--- Records for the exercise ---

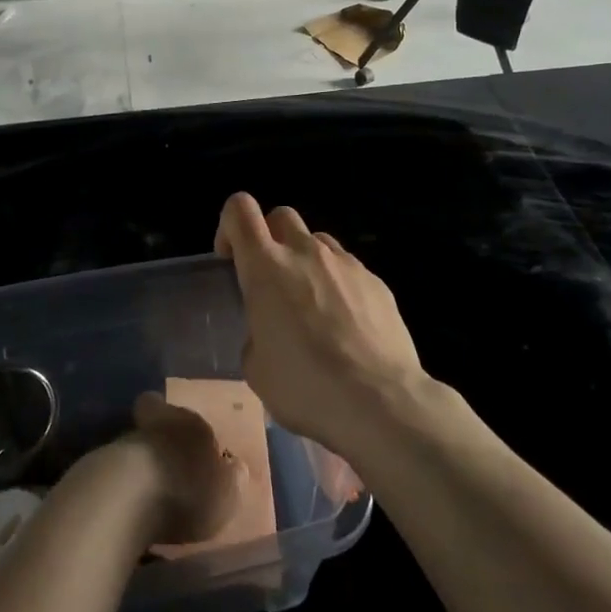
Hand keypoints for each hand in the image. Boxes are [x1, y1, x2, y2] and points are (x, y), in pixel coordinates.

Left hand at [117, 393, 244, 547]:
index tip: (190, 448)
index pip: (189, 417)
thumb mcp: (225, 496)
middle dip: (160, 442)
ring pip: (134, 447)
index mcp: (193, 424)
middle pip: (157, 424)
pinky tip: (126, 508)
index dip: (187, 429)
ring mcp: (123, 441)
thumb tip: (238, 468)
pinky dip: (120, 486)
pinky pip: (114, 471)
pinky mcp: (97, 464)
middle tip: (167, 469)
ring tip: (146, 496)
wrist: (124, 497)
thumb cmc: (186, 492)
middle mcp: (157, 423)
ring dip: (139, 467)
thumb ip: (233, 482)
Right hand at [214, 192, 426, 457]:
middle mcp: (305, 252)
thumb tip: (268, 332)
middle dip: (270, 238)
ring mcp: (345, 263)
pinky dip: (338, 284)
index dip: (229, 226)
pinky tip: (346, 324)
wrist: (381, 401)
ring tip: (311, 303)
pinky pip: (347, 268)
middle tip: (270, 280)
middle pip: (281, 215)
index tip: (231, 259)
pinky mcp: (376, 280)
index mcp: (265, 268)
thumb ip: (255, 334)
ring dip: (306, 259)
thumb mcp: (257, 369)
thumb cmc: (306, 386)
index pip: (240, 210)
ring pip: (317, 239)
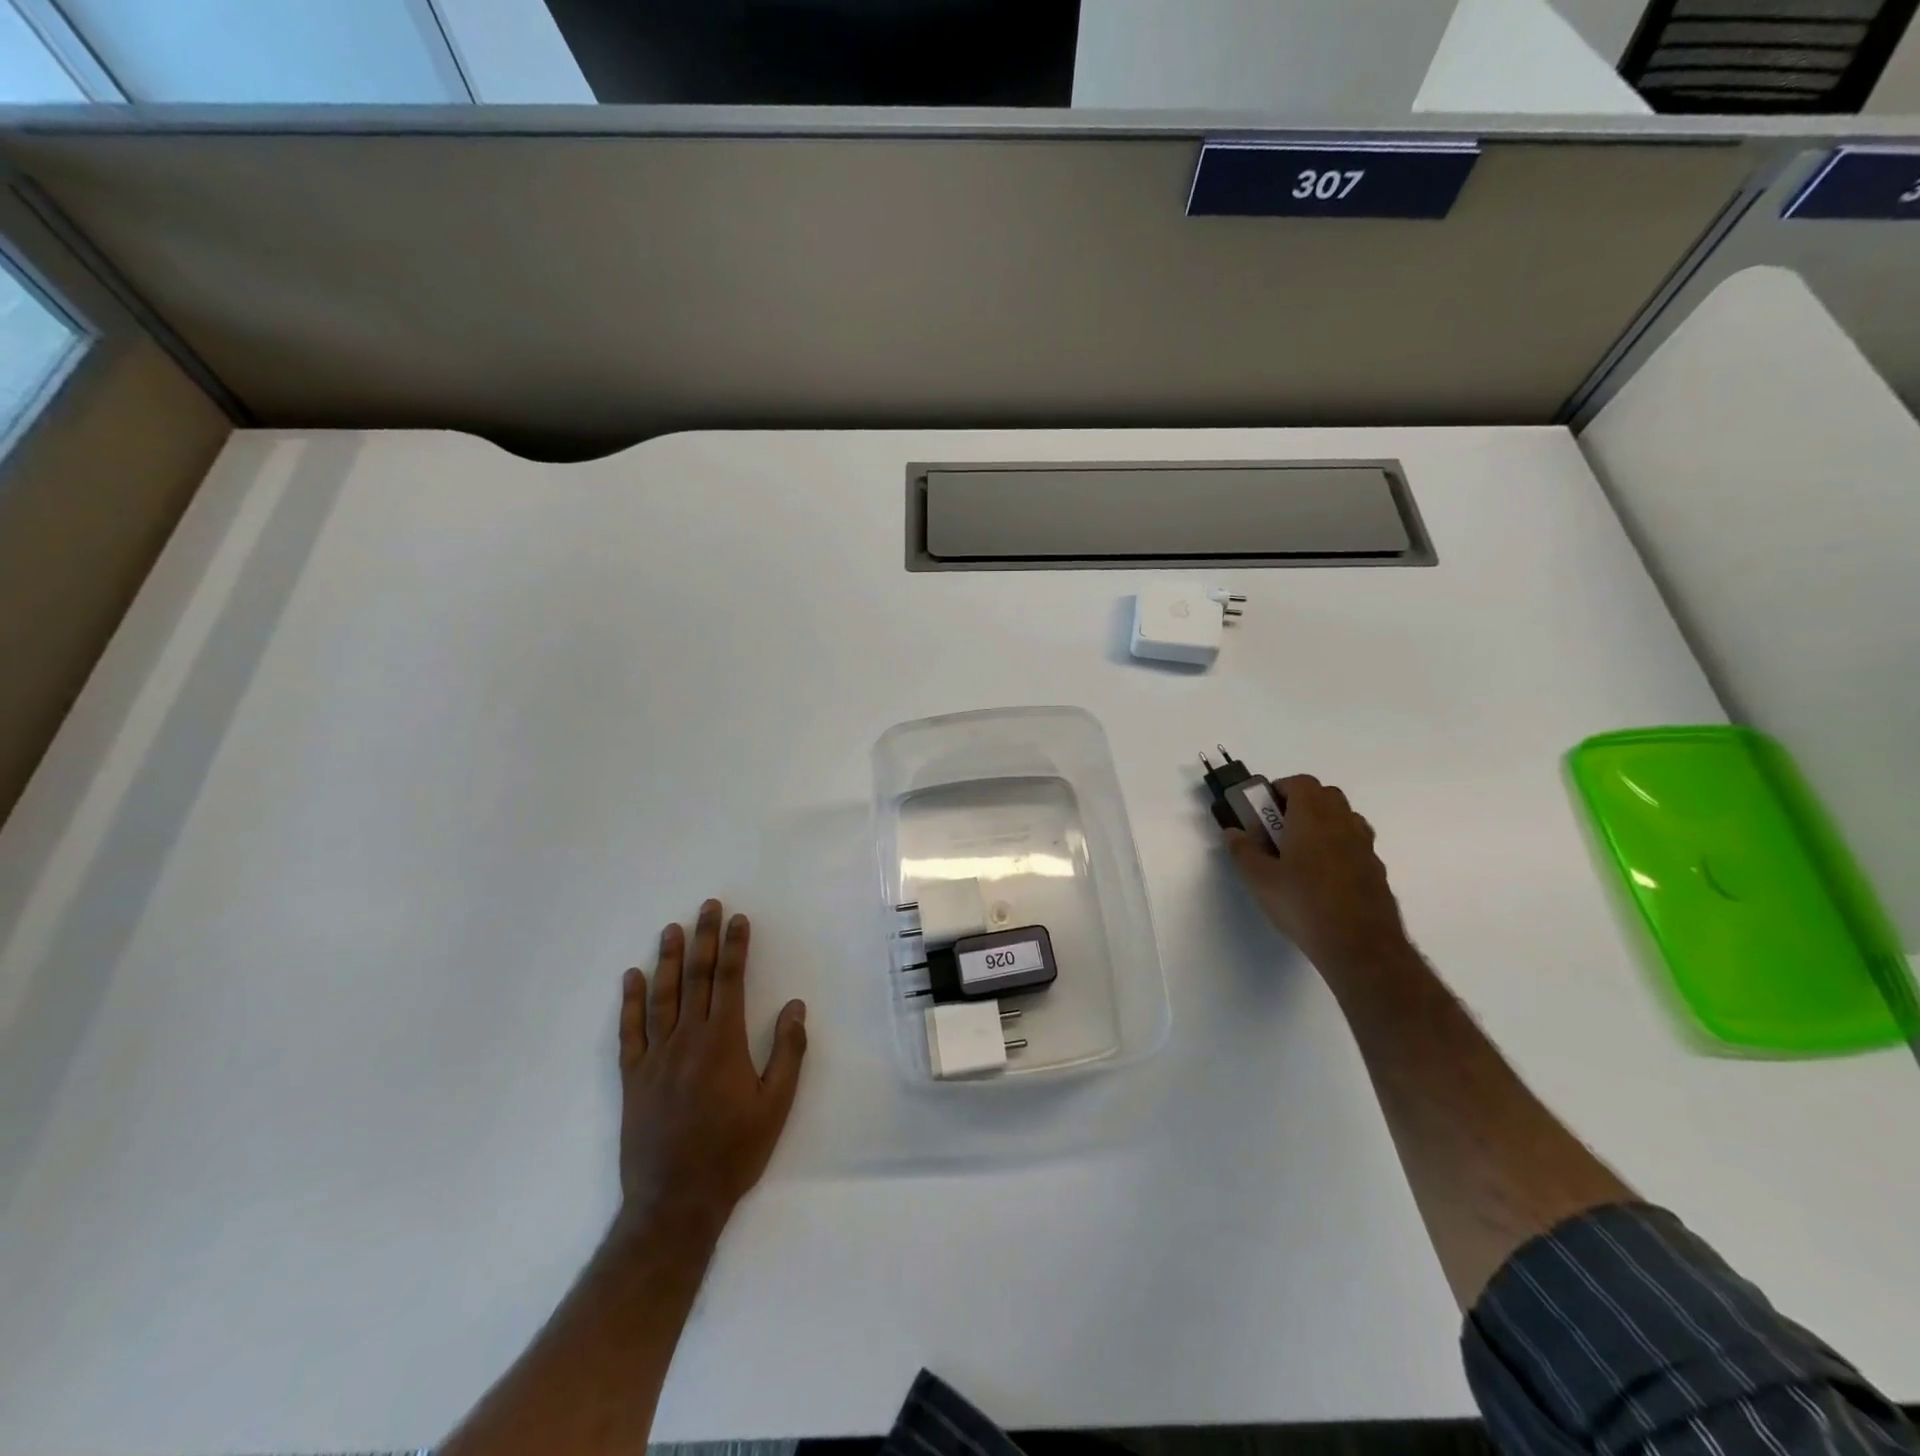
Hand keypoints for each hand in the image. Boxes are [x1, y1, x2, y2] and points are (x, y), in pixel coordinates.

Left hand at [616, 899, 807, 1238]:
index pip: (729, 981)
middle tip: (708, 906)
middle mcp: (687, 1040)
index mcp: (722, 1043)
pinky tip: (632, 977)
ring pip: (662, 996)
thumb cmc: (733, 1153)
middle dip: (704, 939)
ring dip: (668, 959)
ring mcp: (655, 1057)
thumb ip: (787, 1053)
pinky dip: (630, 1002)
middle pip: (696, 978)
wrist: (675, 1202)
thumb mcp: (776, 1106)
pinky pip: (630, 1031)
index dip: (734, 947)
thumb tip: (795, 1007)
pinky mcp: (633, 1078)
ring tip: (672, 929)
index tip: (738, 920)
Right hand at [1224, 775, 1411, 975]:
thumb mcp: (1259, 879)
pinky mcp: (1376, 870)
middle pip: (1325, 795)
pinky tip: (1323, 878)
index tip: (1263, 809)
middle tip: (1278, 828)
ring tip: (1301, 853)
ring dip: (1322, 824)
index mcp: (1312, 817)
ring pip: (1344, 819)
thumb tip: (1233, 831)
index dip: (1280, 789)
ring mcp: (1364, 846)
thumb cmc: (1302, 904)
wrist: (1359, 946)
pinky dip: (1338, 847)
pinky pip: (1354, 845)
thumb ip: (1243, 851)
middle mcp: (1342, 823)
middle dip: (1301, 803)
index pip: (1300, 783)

---
--- Records for the exercise ---

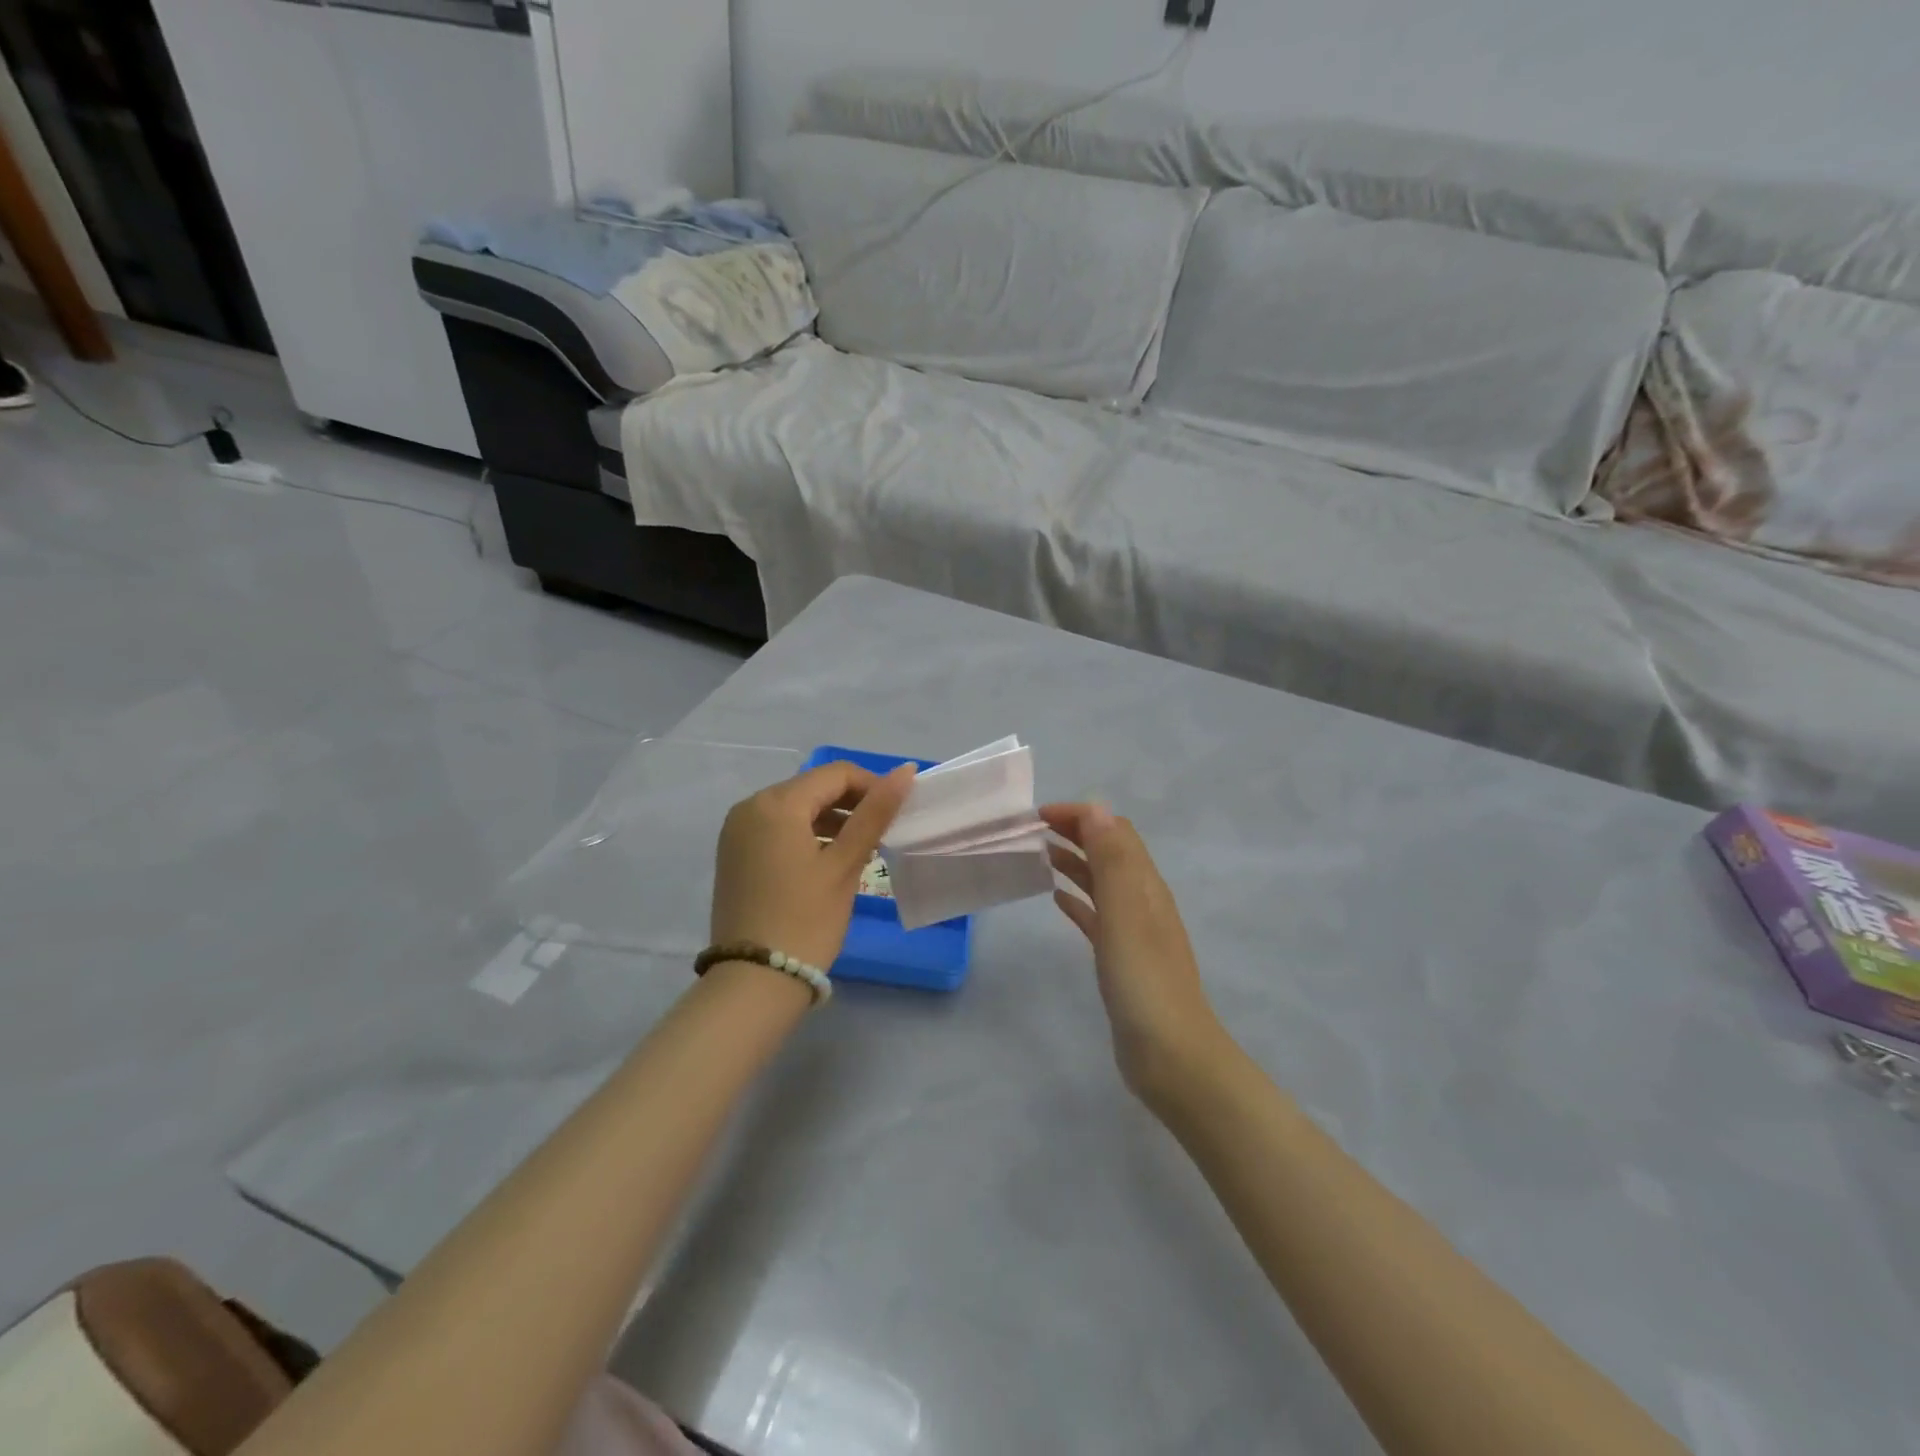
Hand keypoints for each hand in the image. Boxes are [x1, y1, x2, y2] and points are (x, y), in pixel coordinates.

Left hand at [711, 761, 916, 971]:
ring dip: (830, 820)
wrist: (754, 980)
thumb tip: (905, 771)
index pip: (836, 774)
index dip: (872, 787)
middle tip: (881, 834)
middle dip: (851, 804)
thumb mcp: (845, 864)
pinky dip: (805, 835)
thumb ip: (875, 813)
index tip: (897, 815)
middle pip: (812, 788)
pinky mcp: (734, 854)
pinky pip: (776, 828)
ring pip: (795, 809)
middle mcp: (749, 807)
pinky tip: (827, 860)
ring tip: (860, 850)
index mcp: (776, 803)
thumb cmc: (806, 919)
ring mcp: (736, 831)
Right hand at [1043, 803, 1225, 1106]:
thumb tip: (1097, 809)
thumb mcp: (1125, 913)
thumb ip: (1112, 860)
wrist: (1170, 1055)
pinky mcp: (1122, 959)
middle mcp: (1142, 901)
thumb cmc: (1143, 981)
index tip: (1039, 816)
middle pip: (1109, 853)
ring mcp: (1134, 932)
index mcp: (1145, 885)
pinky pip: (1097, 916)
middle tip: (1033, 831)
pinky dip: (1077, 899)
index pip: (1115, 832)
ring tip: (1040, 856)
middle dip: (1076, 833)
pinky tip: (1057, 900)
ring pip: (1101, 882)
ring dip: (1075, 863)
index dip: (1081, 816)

---

Your task
From the records above, report the number of lines that hold the string "Left" and add nothing.

Output of the task
3